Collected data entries
☆ ☆ ☆

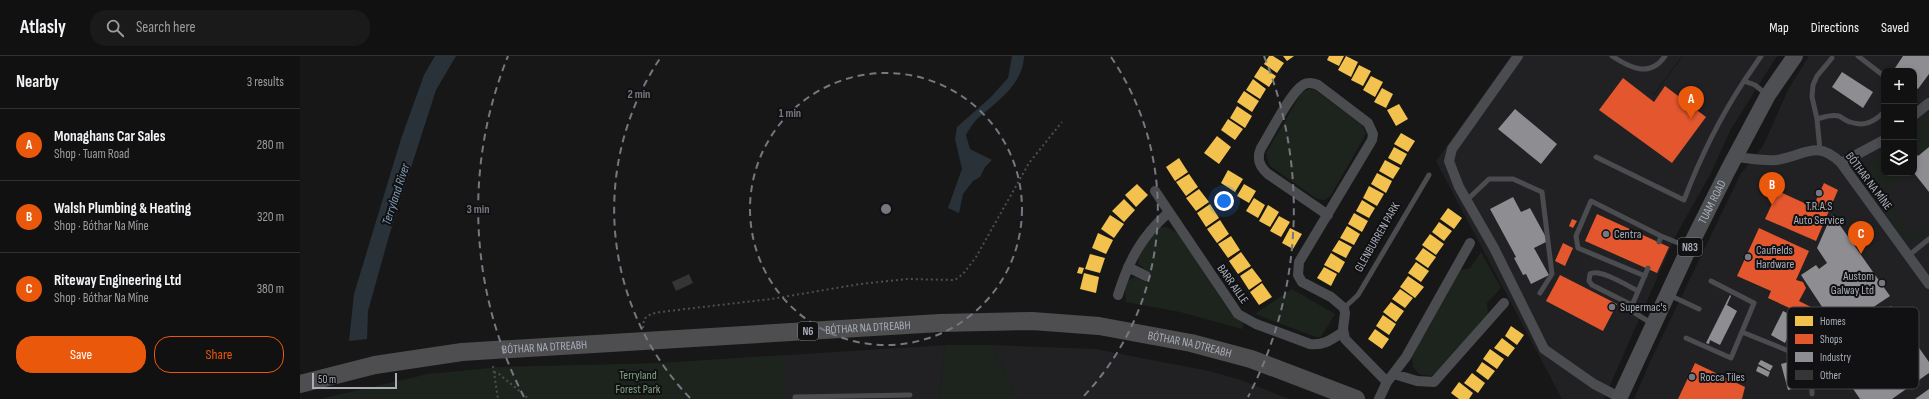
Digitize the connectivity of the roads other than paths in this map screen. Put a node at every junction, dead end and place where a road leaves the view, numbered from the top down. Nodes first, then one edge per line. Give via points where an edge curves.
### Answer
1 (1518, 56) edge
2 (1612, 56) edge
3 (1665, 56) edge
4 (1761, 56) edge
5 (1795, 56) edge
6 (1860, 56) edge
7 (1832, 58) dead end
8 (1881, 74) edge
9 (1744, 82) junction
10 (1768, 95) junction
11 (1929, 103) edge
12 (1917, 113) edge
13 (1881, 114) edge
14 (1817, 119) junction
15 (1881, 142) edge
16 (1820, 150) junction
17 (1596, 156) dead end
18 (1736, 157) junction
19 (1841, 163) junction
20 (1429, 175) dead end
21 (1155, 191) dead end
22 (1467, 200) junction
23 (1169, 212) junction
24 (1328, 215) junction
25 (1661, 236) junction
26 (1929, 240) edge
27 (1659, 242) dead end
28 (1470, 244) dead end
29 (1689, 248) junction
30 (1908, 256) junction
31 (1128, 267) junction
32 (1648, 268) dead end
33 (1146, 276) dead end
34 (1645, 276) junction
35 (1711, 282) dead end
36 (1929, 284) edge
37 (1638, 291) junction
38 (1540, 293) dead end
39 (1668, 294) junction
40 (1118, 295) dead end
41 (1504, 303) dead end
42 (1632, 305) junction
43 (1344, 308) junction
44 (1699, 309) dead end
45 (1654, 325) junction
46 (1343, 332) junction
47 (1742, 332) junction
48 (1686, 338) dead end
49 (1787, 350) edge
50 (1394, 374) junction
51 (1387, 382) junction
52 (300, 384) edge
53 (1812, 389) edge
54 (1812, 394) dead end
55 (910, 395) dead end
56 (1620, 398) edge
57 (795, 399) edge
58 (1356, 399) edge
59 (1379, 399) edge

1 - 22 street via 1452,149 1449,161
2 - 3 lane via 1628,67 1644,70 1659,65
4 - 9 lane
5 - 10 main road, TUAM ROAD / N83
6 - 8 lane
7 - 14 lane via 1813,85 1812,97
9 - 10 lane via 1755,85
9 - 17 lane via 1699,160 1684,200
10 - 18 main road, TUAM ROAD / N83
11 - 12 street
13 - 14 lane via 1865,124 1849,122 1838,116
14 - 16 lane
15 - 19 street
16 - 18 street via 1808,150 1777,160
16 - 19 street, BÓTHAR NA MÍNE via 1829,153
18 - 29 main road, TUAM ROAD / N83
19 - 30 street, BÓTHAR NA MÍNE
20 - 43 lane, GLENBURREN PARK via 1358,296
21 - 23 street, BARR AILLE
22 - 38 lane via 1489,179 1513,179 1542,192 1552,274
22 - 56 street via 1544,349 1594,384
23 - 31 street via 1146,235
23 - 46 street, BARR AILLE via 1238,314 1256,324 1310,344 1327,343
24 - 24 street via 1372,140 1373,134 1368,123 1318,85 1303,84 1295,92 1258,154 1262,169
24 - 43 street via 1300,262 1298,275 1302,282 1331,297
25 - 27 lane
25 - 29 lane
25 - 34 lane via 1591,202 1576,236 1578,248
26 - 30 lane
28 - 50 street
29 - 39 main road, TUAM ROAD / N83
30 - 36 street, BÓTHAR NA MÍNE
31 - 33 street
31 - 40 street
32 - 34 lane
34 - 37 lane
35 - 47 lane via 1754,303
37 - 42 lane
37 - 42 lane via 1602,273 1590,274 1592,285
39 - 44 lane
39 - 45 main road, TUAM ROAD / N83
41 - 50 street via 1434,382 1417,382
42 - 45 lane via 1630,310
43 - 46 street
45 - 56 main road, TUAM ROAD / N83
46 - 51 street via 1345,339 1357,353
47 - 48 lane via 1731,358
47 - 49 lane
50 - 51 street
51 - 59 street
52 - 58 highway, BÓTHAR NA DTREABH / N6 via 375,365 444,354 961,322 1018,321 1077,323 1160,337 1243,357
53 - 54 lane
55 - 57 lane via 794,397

☆ ☆ ☆

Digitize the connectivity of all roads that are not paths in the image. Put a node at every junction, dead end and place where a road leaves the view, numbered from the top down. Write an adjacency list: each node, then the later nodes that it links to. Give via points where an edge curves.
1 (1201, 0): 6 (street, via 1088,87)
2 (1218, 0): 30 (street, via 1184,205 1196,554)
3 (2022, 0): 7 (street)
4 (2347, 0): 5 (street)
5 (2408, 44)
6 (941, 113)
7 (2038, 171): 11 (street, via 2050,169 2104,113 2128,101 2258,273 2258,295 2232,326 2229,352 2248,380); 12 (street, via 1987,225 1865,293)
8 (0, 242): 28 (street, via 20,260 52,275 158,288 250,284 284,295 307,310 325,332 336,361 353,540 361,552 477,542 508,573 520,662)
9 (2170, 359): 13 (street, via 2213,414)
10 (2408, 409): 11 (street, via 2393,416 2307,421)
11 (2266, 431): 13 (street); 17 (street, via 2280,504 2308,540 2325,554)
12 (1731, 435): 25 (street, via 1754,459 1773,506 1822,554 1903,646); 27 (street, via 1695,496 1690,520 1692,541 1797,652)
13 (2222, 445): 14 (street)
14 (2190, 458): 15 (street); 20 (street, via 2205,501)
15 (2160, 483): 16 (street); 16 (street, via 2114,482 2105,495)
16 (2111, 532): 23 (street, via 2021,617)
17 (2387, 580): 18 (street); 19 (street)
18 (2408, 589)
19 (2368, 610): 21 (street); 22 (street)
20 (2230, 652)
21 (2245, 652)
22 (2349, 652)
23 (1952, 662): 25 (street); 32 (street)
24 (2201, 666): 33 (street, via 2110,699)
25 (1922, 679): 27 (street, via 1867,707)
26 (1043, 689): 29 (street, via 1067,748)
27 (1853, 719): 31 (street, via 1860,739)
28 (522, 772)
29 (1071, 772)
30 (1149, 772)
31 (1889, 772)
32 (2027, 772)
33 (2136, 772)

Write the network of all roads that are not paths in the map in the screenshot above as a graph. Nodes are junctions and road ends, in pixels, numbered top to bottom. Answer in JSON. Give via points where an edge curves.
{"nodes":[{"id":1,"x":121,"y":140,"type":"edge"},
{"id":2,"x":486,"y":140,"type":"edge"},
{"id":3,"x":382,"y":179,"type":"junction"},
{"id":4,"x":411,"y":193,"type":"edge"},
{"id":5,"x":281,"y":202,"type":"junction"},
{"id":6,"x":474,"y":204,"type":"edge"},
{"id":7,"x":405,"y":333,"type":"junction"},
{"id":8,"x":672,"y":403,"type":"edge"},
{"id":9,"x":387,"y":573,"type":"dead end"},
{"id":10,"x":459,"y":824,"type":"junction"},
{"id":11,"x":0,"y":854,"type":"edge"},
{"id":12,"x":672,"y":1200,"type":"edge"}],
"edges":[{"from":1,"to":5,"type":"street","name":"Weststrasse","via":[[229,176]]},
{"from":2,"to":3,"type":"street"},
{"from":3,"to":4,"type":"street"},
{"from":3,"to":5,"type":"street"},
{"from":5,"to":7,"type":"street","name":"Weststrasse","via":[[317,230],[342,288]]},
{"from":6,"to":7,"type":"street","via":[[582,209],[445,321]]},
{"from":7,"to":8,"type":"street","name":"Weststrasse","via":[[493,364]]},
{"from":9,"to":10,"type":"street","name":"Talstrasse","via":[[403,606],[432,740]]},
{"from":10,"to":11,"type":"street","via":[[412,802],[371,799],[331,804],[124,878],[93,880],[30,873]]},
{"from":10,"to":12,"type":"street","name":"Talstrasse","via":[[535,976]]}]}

☆ ☆ ☆

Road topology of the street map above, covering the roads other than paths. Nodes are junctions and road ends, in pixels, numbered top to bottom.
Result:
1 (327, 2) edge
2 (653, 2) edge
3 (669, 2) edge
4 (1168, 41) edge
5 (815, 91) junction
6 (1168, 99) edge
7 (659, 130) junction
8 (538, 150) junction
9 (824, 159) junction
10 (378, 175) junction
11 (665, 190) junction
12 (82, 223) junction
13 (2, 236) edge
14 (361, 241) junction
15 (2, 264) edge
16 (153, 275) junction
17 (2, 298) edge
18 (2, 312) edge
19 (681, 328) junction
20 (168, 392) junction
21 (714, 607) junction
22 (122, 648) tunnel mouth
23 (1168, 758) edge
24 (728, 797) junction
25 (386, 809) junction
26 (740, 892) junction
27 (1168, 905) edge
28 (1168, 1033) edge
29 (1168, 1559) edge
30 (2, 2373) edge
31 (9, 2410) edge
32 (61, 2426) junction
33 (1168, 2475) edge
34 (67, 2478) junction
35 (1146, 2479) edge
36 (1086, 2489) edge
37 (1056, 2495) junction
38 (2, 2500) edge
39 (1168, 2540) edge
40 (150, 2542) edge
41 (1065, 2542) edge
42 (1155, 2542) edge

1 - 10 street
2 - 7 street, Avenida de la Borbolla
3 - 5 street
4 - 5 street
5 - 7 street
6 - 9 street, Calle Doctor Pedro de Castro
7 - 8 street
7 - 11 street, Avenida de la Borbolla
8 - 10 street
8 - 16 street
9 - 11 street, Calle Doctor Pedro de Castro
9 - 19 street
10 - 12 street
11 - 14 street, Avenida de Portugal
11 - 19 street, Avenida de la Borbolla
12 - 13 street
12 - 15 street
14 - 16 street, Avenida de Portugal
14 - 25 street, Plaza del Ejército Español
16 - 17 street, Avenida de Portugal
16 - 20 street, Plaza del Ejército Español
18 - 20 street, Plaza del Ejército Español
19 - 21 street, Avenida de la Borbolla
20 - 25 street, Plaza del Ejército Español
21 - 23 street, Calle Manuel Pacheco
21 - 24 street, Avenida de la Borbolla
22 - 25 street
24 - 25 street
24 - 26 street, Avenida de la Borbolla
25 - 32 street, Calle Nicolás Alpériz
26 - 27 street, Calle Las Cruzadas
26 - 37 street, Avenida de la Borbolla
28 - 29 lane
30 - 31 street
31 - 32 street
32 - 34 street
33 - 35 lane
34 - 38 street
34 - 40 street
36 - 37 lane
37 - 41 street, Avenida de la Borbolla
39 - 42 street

☆ ☆ ☆

When a line of the records holds the word "than", copy that line.

Digitize the connectivity of the roads other than paths in this map screen. Put a node at every junction, dead end and place where a road leaves the view, numbered from the top down. Nodes first, then one edge per line. Give via points where an edge curves.
Road topology of the street map above, covering the roads other than paths. Nodes are junctions and road ends, in pixels, numbered top to bottom.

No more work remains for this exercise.